Projects per year
Abstract
The mechanisms by which soft-bodied organisms were preserved in late Ediacaran deep-marine environments are revealed by petrographic and geochemical investigation of fossil-bearing surfaces from the Conception and St. John’s groups (Newfoundland, Canada). Framboidal pyrite veneers are documented on fossil-bearing horizons at multiple localities. The pyrite is interpreted to have formed via microbial processes in the hours to weeks following burial of benthic communities. This finding extends the ‘death mask’ model for Ediacaran soft-tissue preservation (cf. Gehling, 1999) to deep marine settings. Remineralization and oxidation of pyrite to iron oxides and oxyhydroxides is recognized to result from recent oxidation by meteoric fluids in the shallow subsurface.
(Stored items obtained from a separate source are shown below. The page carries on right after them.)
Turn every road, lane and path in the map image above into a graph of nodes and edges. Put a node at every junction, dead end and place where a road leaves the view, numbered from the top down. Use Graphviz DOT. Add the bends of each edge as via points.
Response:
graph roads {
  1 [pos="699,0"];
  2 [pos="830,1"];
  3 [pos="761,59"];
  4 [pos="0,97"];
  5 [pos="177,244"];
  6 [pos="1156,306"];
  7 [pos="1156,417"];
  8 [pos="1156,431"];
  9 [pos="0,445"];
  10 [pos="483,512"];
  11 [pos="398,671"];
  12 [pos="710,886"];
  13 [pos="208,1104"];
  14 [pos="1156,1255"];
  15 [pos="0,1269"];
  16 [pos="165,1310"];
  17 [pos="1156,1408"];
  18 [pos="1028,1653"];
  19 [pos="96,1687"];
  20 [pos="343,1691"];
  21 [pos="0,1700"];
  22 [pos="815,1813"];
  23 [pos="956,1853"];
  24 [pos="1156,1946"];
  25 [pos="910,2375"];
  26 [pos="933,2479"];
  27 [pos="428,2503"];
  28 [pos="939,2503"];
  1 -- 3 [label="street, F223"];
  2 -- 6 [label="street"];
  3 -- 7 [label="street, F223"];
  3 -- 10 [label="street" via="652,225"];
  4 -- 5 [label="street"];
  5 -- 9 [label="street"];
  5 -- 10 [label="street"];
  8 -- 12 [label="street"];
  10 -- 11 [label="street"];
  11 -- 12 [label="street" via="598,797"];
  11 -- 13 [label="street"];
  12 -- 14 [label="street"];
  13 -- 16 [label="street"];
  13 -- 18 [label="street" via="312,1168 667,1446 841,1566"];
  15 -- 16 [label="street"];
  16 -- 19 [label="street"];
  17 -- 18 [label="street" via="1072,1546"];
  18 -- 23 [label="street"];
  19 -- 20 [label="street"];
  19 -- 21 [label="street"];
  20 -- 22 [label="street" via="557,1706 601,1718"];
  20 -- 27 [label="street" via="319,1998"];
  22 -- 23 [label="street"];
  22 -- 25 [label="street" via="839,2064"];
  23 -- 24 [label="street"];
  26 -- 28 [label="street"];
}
Consideration of other global Ediacaran macrofossil occurrences reveals that pyrite has now been found in association with Ediacaran macrofossils preserved in all four previously described styles of moldic preservation (Flinders-, Conception-, Fermeuse- and Nama-type). This suggests that replication of external morphology by framboidal pyrite was a widespread mechanism by which soft-bodied organisms and associated organic surfaces were preserved in multiple facies and depositional environments 580–541 million years ago. The extensive global burial of pyrite in medium- to coarse-grained clastics and carbonates is a previously unrecognized yet potentially significant sink of iron and sulfur, and may have contributed to rising atmospheric and ocean oxygen concentrations across the late Ediacaran interval.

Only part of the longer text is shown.